UPS Airlines (United Parcel Service) (Atlanta and Louisville) has unveiled a new look for its flagship Boeing 767 fleet by adding winglets as a part of its sustainability efforts to save fuel and reduce emissions.
These wingtip devices, which are arrow-shaped surfaces attached to the tip of each wing, enhance the overall efficiency of the aircraft, saving fuel by reducing drag while also lowering noise emissions by improving take-off performance. The modifications will save UPS more than six million gallons of fuel each year and reduce carbon dioxide emissions by more than 62,000 metric tonnes. UPS estimates approximately a four percent fuel savings on each 767 flight.
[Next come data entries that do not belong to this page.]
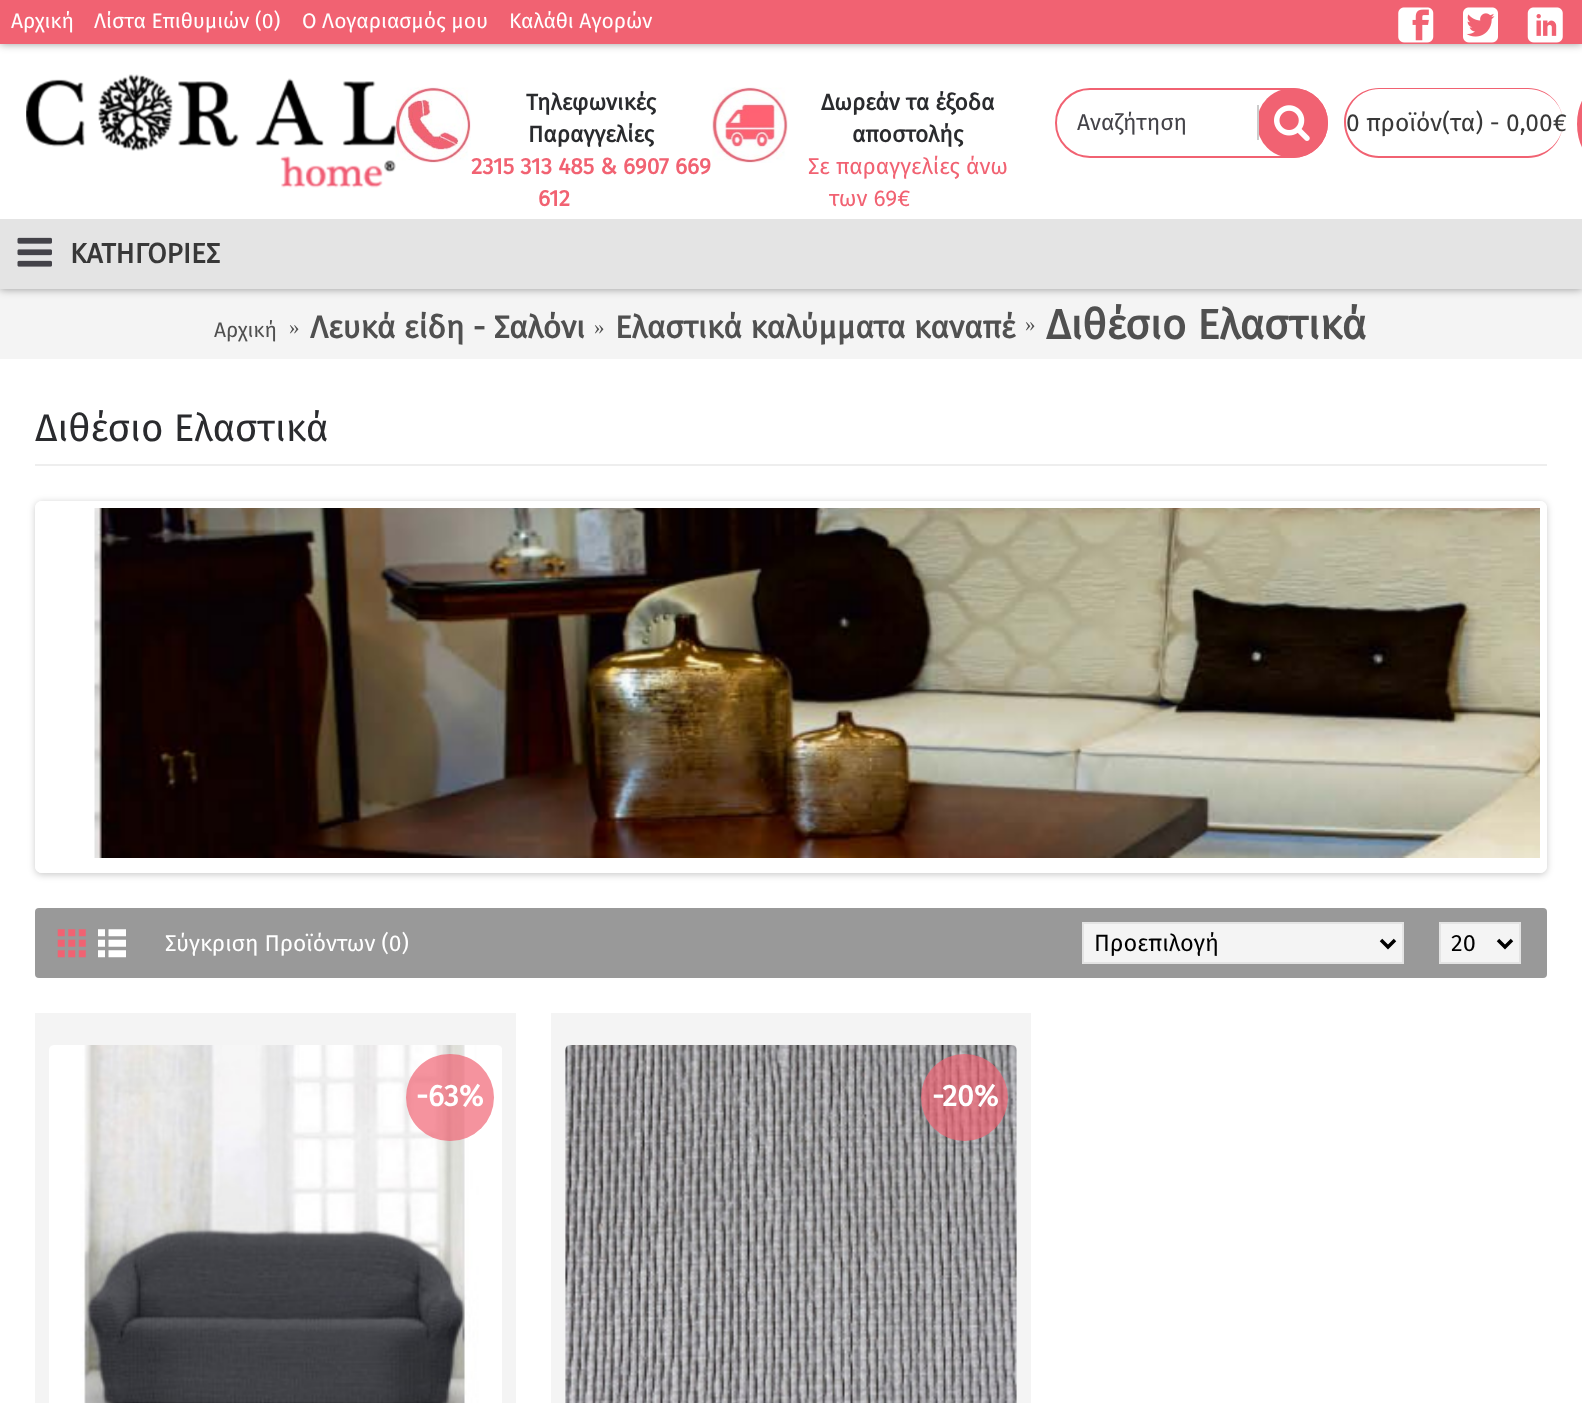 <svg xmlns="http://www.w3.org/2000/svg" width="1582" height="1403">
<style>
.a{font:21px Fira Sans;fill:#fff}
.b{font:bold 22.75px Fira Sans;fill:#2a2b2e}
.c{font:bold 22.75px Fira Sans;fill:#f16272}
.d{font:22.75px Fira Sans;fill:#f16272}
.e{font:22.75px Fira Sans;fill:#444349}
.f{font:24.5px Fira Sans;fill:#383838}
.g{font:bold 28px Fira Sans;fill:#383838}
.h{font:21px Fira Sans;fill:#505050}
.i{font:21px Liberation Serif;fill:#505050}
.j{font:bold 31.5px Fira Sans;fill:#505050}
.k{font:bold 42px Fira Sans;fill:#505050}
.l{font:38.5px Fira Sans;fill:#2a2b2e}
.m{font:22.75px Fira Sans;fill:#fff}
.n{font:23.5px Fira Sans;fill:#000}
.o{font:bold 30px Fira Sans;fill:#fff}
</style>
<defs>
<clipPath id="clip1"><path d="M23 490h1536v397h-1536zm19 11h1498c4 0 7 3 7 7v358c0 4-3 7-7 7h-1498c-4 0-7-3-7-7v-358c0-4 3-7 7-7z" clip-rule="evenodd"/></clipPath>
</defs>
<rect width="100%" height="100%" fill="#fff"/>
<path fill="#f4f4f4" d="M0 289h1582v70H0z"/>
<path fill="#00000066" filter="blur(4.5px)" d="M0 0h1582v289H0z"/>
<path fill="#fff" d="M0 44h1582v175H0z"/>
<path fill="#00000066" filter="blur(4.5px)" d="M0 0h1582v44H0z"/>
<path fill="#f16272" d="M0 0h1582v44H0z"/>
<image href="1.png" x="1398" y="7" width="36" height="36"/>
<image href="2.png" x="1463" y="7" width="35" height="36"/>
<image href="3.png" x="1527" y="7" width="36" height="36"/>
<image href="5.png" x="395" y="87" width="76" height="76"/>
<image href="4.png" x="26" y="74" width="370" height="114"/>
<image href="6.png" x="712" y="87" width="76" height="76"/>
<rect fill="none" stroke="#f16272" stroke-width="2" x="1056" y="89" width="271" height="68" rx="34"/>
<rect fill="#f16272" x="1257" y="88" width="71" height="70" rx="35"/>
<path fill="#ccc" d="M1257 105h2v35H1257z"/>
<image href="7.png" x="1274" y="105" width="36" height="36"/>
<path fill="#f16272" fill-rule="evenodd" d="M1379 88h149c19 0 35 15 35 34c0 20-16 36-35 36h-149c-19 0-35-16-35-36c0-19 16-34 35-34zm0 1h149c19 0 35 15 35 33c0 19-16 34-35 34h-149c-18 0-33-15-33-34c0-18 15-33 33-33z"/>
<rect fill="#f16272" x="1577" y="89" width="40" height="70" rx="35"/>
<path fill="#e4e4e4" d="M0 219h1582v70H0z"/>
<image href="8.png" x="17" y="237" width="35" height="30"/>
<path fill="#eee" d="M35 464h1512v2H35z"/>
<g clip-path="url(#clip1)">
<rect fill="#00000033" filter="blur(3.5px)" x="35" y="502" width="1512" height="373" rx="7"/>
</g>
<rect fill="none" stroke="#fff" stroke-width="7" x="38.5" y="504.5" width="1505" height="365" rx="3.5"/>
<image href="9.png" x="94" y="508" width="1446" height="350"/>
<rect fill="#999" x="35" y="908" width="1512" height="70" rx="4"/>
<image href="10.png" x="57" y="929" width="29" height="29"/>
<image href="11.png" x="98" y="929" width="28" height="29"/>
<path fill="#f4f4f4" stroke="#e4e4e4" stroke-width="2" d="M1083 923h320v40H1083z"/>
<path fill="none" stroke="#000" stroke-width="3.5" d="M1381 940l7 7l7-7"/>
<path fill="#f4f4f4" stroke="#e4e4e4" stroke-width="2" d="M1440 923h80v40H1440z"/>
<path fill="none" stroke="#000" stroke-width="3.5" d="M1498 940l7 7l7-7"/>
<path fill="#f4f4f4" d="M35 1013h481v390H35z"/>
<image href="12.png" x="49" y="1045" width="453" height="358"/>
<rect fill="#f16272b0" x="406" y="1054" width="88" height="87" rx="43.5"/>
<path fill="#f4f4f4" d="M551 1013h480v390H551z"/>
<image href="13.png" x="565" y="1045" width="452" height="358"/>
<circle fill="#f16272b0" cx="964.5" cy="1097.5" r="43.5"/>
<text class="a" x="11" y="28">Αρχική</text>
<text class="a" x="94" y="28">Λίστα Επιθυμιών (0)</text>
<text class="a" x="302" y="28">O Λογαριασμός μου</text>
<text class="a" x="509" y="28">Καλάθι Αγορών</text>
<text class="b" x="526" y="110">Τηλεφωνικές</text>
<text class="b" x="528" y="142">Παραγγελίες</text>
<text class="c" x="471" y="174">2315 313 485 &amp; 6907 669</text>
<text class="c" x="538" y="206">612</text>
<text class="b" x="821" y="110">Δωρεάν τα έξοδα</text>
<text class="b" x="852" y="142">αποστολής</text>
<text class="d" x="808" y="174">Σε παραγγελίες άνω</text>
<text class="d" x="829" y="206">των 69€</text>
<text class="e" x="1077" y="130">Αναζήτηση</text>
<text class="f" x="1346" y="131">0 προϊόν(τα) - 0,00€</text>
<text class="g" x="70" y="263">ΚΑΤΗΓΟΡΙΕΣ</text>
<text class="h" x="214" y="337">Αρχική</text>
<text class="i" x="289" y="334">»</text>
<text class="j" x="310" y="338">Λευκά είδη - Σαλόνι</text>
<text class="i" x="594" y="334">»</text>
<text class="j" x="615" y="338">Ελαστικά καλύμματα καναπέ</text>
<text class="i" x="1025" y="331">»</text>
<text class="k" x="1046" y="339">Διθέσιο Ελαστικά</text>
<text class="l" x="35" y="441">Διθέσιο Ελαστικά</text>
<text class="m" x="165" y="951">Σύγκριση Προϊόντων (0)</text>
<text class="n" x="1094" y="951">Προεπιλογή</text>
<text class="n" x="1451" y="951">20</text>
<text class="o" x="416" y="1106">-63%</text>
<text class="o" x="932" y="1106">-20%</text>
</svg>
“UPS continues to lead the industry in sustainable business practices,” said David Abney, UPS chief operating officer. “With the widest portfolio of services in the industry, we are constantly looking for ways to reduce emissions, and drive down operating costs so our customers have the solutions they need to compete in a global economy. These winglets are a perfect example of sustainability in action. They are good business and good stewardship.”
UPS currently operates 54 of the 767 aircraft with five on order. The company plans to have winglets on all 767 aircraft by the end of 2014. Winglets are already installed on UPS’s 747, and MD-11 fleets, and the A300-600 has a similar device called a wingtip fence.
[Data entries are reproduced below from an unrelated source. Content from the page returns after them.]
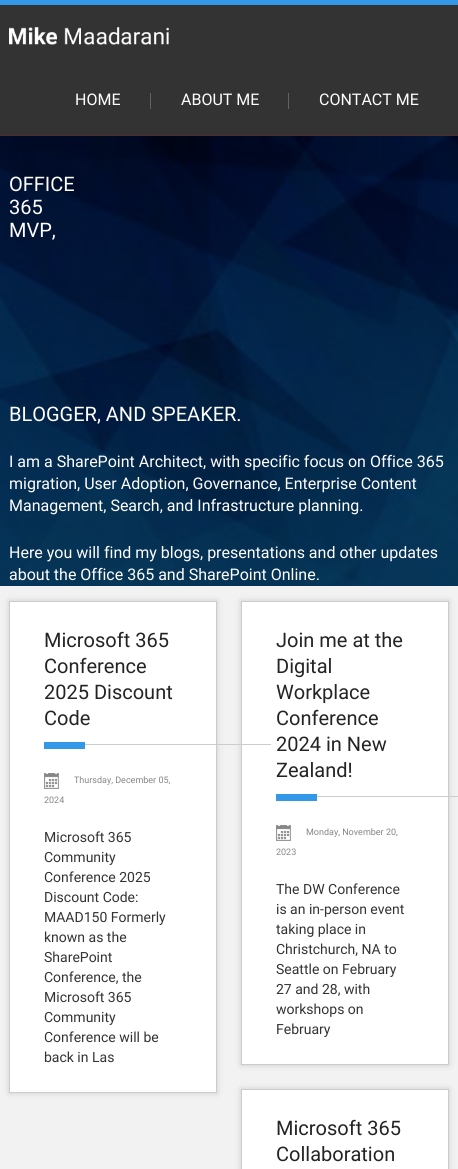 import math
import cairo


def round_path(ctx, x, y, w, h, r):
	ctx.new_sub_path()
	for i, (u, v) in enumerate([(x + w - r, y + h - r), (x + r, y + h - r), (x + r, y + r), (x + w - r, y + r)]):
		ctx.arc(u, v, r, i * math.pi / 2, (i + 1) * math.pi / 2)
	ctx.close_path()

def blur_box(ctx, x, y, w, h, r, blur, alpha):
	ctx.push_group_with_content(cairo.CONTENT_ALPHA)
	ctx.set_operator(cairo.OPERATOR_SOURCE)
	for i in range(15, -16, -2):
		e = blur * i / 6
		if min(w, h) + 2 * e > 0:
			ctx.set_source_rgba(0, 0, 0, alpha * math.erfc((i - 1) / 8.5) / 2)
			round_path(ctx, x - e, y - e, w + 2 * e, h + 2 * e, max(0, min(r + e + blur * .6, min(w, h) / 2 + e)))
			ctx.fill()
	ctx.mask(ctx.pop_group())

def paste(ctx, path, x, y, w, h):
	ctx.save()
	ctx.set_source_surface(cairo.ImageSurface.create_from_png(path), x, y)
	ctx.rectangle(x, y, w, h)
	ctx.fill()
	ctx.restore()

def draw(ctx):
	ctx.set_source_rgb(0.2, 0.596, 0.906)
	ctx.paint()
	ctx.set_source_rgb(0.2, 0.2, 0.2)
	ctx.rectangle(0, 5, 458, 130)
	ctx.fill()
	ctx.set_source_rgb(0.306, 0.173, 0.173)
	ctx.rectangle(0, 135, 458, 1)
	ctx.fill()
	paste(ctx, 'media/1.png', 9, 27, 160, 18)
	ctx.select_font_face('Roboto')
	ctx.set_font_size(16)
	ctx.set_source_rgb(1, 1, 1)
	ctx.move_to(75, 105)
	ctx.show_text('HOME')
	ctx.set_source_rgb(0.38, 0.38, 0.38)
	ctx.rectangle(150, 93, 1, 16)
	ctx.fill()
	ctx.set_source_rgb(1, 1, 1)
	ctx.move_to(181, 105)
	ctx.show_text('ABOUT ME')
	ctx.set_source_rgb(0.38, 0.38, 0.38)
	ctx.rectangle(288, 93, 1, 16)
	ctx.fill()
	ctx.set_source_rgb(1, 1, 1)
	ctx.move_to(319, 105)
	ctx.show_text('CONTACT ME')
	paste(ctx, 'media/2.png', 0, 136, 458, 450)
	ctx.set_font_size(20)
	for x, y, s in [
		(9, 191, 'OFFICE'),
		(9, 214, '365'),
		(9, 237, 'MVP,'),
		(9, 421, 'BLOGGER, AND SPEAKER.'),
	]:
		ctx.move_to(x, y)
		ctx.show_text(s)
	ctx.set_font_size(16)
	for x, y, s in [
		(9, 467, 'I am a SharePoint Architect, with specific focus on Office 365'),
		(9, 489, 'migration, User Adoption, Governance, Enterprise Content'),
		(9, 511, 'Management, Search, and Infrastructure planning.'),
		(9, 558, 'Here you will find my blogs, presentations and other updates'),
		(9, 580, 'about the Office 365 and SharePoint Online.'),
	]:
		ctx.move_to(x, y)
		ctx.show_text(s)
	ctx.set_source_rgb(0.949, 0.949, 0.949)
	ctx.rectangle(0, 586, 458, 583)
	ctx.fill()
	ctx.set_source_rgb(0.8, 0.8, 0.8)
	blur_box(ctx, 9, 601, 208, 492, 0, 3, 1)
	ctx.set_source_rgb(1, 1, 1)
	ctx.rectangle(9.5, 601.5, 207, 491)
	ctx.fill_preserve()
	ctx.set_source_rgb(0.8, 0.8, 0.8)
	ctx.set_line_width(1)
	ctx.stroke()
	ctx.set_font_size(20)
	ctx.set_source_rgb(0.141, 0.141, 0.153)
	for x, y, s in [
		(44, 647, 'Microsoft 365'),
		(44, 673, 'Conference'),
		(44, 699, '2025 Discount'),
		(44, 725, 'Code'),
	]:
		ctx.move_to(x, y)
		ctx.show_text(s)
	ctx.set_source_rgb(0.2, 0.596, 0.906)
	ctx.rectangle(44, 742, 41, 7)
	ctx.fill()
	ctx.set_source_rgb(0.8, 0.8, 0.8)
	blur_box(ctx, 241, 601, 208, 464, 0, 3, 1)
	ctx.set_source_rgb(1, 1, 1)
	ctx.rectangle(241.5, 601.5, 207, 463)
	ctx.fill_preserve()
	ctx.set_source_rgb(0.8, 0.8, 0.8)
	ctx.stroke()
	ctx.rectangle(85, 744, 186, 1)
	ctx.fill()
	paste(ctx, 'media/3.png', 44, 773, 15, 16)
	ctx.set_font_size(9)
	ctx.set_source_rgb(0.525, 0.525, 0.525)
	ctx.move_to(74, 783)
	ctx.show_text('Thursday, December 05,')
	ctx.move_to(44, 803)
	ctx.show_text('2024')
	ctx.set_font_size(14)
	ctx.set_source_rgb(0.2, 0.2, 0.2)
	for x, y, s in [
		(44, 842, 'Microsoft 365'),
		(44, 862, 'Community'),
		(44, 882, 'Conference 2025'),
		(44, 902, 'Discount Code:'),
		(44, 922, 'MAAD150 Formerly'),
		(44, 942, 'known as the'),
		(44, 962, 'SharePoint'),
		(44, 982, 'Conference, the'),
		(44, 1002, 'Microsoft 365'),
		(44, 1022, 'Community'),
		(44, 1042, 'Conference will be'),
		(44, 1062, 'back in Las'),
	]:
		ctx.move_to(x, y)
		ctx.show_text(s)
	ctx.set_font_size(20)
	ctx.set_source_rgb(0.141, 0.141, 0.153)
	for x, y, s in [
		(276, 647, 'Join me at the'),
		(276, 673, 'Digital'),
		(276, 699, 'Workplace'),
		(276, 725, 'Conference'),
		(276, 751, '2024 in New'),
		(276, 777, 'Zealand!'),
	]:
		ctx.move_to(x, y)
		ctx.show_text(s)
	ctx.set_source_rgb(0.2, 0.596, 0.906)
	ctx.rectangle(276, 794, 41, 7)
	ctx.fill()
	ctx.set_source_rgb(0.8, 0.8, 0.8)
	ctx.rectangle(317, 796, 141, 1)
	ctx.fill()
	paste(ctx, 'media/3.png', 276, 825, 15, 16)
	ctx.set_font_size(9)
	ctx.set_source_rgb(0.525, 0.525, 0.525)
	ctx.move_to(306, 835)
	ctx.show_text('Monday, November 20,')
	ctx.move_to(276, 855)
	ctx.show_text('2023')
	ctx.set_font_size(14)
	ctx.set_source_rgb(0.2, 0.2, 0.2)
	for x, y, s in [
		(276, 894, 'The DW Conference'),
		(276, 914, 'is an in-person event'),
		(276, 934, 'taking place in'),
		(276, 954, 'Christchurch, NA to'),
		(276, 974, 'Seattle on February'),
		(276, 994, '27 and 28, with'),
		(276, 1014, 'workshops on'),
		(276, 1034, 'February'),
	]:
		ctx.move_to(x, y)
		ctx.show_text(s)
	ctx.set_source_rgb(0.8, 0.8, 0.8)
	blur_box(ctx, 241, 1089, 208, 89, 0, 3, 1)
	ctx.set_source_rgb(1, 1, 1)
	ctx.rectangle(241.5, 1089.5, 207, 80)
	ctx.fill_preserve()
	ctx.set_source_rgb(0.8, 0.8, 0.8)
	ctx.stroke()
	ctx.set_font_size(20)
	ctx.set_source_rgb(0.141, 0.141, 0.153)
	ctx.move_to(276, 1135)
	ctx.show_text('Microsoft 365')
	ctx.move_to(276, 1161)
	ctx.show_text('Collaboration')


surface = cairo.ImageSurface(cairo.FORMAT_RGB24, 458, 1169)
ctx = cairo.Context(surface)
options = cairo.FontOptions()
options.set_hint_metrics(cairo.HINT_METRICS_OFF)
options.set_hint_style(cairo.HINT_STYLE_NONE)
ctx.set_font_options(options)
ctx.set_miter_limit(4)
draw(ctx)
surface.write_to_png('image.png')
The modifications will add approximately five and a half feet of span to each wing, and each winglet is 11 feet tall. Aircraft weight will increase by nearly 3,000 pounds due to the weight of the winglets and the extensive structural reinforcement of the wing structure. Even at this size and weight, the winglets will still reduce the amount of fuel used per flight.
Winglets improve the aerodynamics of the wing by extending the length of the wing and reducing the amount of drag, which is the force that opposes an aircraft’s motion in the air.
The winglet project is a sustainability initiative implemented by UPS Airlines. The company already operates one of the cargo sector’s youngest and most fuel-efficient air fleet, and is working to reduce its carbon intensity an additional 20 percent by 2020 from a 2005 baseline. Other highlights of the airline’s fuel conservation efforts include computer-optimized flight routes, aircraft taxi time management, and alternate-fuel ground support equipment.